__Supplied records__.
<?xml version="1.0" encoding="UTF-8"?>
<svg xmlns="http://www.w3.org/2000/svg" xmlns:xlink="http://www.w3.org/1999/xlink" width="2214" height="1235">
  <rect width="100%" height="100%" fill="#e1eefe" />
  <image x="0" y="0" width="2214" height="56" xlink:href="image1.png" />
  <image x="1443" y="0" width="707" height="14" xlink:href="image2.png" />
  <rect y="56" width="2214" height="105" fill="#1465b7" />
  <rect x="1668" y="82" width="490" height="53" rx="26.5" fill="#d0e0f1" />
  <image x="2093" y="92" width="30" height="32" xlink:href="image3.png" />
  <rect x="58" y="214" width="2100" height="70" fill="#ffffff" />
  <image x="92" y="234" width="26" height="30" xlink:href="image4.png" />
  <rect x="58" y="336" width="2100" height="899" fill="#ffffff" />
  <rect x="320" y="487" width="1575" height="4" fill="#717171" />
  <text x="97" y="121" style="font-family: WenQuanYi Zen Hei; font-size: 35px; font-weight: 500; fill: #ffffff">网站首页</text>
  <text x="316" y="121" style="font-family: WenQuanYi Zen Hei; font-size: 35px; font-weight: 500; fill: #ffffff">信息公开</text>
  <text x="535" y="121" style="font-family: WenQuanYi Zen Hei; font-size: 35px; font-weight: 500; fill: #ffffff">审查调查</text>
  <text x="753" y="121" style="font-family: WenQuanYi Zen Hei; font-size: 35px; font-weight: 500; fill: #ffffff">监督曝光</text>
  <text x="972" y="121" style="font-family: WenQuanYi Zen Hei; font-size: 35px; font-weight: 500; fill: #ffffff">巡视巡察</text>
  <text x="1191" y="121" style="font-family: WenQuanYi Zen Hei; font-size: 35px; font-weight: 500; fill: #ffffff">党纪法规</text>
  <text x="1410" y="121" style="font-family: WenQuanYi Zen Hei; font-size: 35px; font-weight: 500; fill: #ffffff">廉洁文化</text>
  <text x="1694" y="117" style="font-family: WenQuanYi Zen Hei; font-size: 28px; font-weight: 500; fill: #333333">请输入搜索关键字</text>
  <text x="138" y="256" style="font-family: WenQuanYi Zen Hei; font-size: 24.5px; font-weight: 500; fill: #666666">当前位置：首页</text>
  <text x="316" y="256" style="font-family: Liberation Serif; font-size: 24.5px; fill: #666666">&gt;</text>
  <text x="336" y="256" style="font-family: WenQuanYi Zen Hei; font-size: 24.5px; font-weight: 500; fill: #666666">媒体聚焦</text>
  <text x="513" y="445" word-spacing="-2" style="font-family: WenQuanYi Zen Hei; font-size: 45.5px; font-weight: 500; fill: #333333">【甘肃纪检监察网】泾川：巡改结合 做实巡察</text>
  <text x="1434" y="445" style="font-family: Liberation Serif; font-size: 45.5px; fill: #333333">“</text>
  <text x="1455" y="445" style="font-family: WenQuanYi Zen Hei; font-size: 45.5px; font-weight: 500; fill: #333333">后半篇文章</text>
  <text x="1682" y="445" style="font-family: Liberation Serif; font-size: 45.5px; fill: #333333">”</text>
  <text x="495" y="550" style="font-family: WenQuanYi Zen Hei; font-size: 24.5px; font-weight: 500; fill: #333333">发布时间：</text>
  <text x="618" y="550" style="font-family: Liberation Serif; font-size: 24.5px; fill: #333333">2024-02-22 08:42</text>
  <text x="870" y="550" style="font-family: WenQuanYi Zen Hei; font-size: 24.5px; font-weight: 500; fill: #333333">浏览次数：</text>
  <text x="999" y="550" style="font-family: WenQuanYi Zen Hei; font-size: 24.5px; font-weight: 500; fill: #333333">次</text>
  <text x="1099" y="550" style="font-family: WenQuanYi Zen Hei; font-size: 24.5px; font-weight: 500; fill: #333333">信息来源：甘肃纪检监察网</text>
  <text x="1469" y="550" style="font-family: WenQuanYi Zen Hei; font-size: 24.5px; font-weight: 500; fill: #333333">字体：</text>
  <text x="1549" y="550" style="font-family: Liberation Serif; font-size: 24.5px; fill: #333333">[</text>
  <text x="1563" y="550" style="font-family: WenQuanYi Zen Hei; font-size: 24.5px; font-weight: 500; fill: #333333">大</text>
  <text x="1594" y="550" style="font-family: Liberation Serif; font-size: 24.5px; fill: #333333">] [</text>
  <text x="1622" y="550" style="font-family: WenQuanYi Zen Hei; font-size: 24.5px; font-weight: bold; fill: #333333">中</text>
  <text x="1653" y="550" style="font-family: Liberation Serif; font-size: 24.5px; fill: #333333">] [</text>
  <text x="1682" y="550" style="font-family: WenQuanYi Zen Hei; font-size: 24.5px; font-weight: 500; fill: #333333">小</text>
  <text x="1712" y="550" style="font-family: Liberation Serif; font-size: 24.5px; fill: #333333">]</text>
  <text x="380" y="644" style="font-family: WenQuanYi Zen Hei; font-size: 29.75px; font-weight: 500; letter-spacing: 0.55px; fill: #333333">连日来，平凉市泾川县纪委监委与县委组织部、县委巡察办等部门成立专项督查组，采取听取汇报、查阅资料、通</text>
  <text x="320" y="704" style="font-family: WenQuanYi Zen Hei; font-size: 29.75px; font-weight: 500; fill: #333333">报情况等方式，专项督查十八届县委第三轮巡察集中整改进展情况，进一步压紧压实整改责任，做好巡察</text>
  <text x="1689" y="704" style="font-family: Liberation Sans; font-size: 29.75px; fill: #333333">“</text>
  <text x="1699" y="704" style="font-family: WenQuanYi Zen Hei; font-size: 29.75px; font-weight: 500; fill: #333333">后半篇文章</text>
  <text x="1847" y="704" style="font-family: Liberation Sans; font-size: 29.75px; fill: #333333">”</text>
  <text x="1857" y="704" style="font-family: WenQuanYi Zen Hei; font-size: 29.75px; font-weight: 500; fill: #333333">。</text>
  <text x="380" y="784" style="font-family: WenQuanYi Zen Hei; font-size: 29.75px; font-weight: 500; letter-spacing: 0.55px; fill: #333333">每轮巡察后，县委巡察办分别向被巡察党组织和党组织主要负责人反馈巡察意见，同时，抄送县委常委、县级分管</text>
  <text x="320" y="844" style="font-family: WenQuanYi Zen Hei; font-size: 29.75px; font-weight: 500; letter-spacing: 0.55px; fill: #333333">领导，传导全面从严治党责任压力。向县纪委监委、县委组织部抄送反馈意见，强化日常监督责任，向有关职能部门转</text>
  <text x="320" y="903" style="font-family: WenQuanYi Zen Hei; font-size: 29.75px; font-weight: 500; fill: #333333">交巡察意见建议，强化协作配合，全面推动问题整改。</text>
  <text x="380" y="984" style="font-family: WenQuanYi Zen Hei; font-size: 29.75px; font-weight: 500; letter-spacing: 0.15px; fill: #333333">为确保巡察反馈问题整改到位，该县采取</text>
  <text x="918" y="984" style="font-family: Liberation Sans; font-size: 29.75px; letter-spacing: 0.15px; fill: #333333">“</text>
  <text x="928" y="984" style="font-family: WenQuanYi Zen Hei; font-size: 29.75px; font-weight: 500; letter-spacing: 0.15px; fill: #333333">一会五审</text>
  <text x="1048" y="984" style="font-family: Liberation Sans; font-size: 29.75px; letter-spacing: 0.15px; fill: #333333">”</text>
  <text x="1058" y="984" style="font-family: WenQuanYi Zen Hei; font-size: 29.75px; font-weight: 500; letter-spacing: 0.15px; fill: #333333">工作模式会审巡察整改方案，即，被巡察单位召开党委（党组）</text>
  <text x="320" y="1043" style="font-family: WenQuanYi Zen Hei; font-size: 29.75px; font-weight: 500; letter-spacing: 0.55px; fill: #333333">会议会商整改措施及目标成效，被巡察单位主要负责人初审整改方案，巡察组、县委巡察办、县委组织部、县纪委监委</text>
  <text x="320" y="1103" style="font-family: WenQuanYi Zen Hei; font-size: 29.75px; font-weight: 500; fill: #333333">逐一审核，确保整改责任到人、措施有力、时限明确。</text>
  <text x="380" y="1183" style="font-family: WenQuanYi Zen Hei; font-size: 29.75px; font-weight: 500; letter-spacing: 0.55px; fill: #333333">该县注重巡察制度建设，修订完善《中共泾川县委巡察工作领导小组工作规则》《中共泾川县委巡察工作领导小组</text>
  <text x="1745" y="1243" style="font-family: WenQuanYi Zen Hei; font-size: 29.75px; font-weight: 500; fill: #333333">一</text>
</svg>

__To do__. Say how many lines in this listing hold the string "Sans", giving the count and nothing more.

__Solution__. 4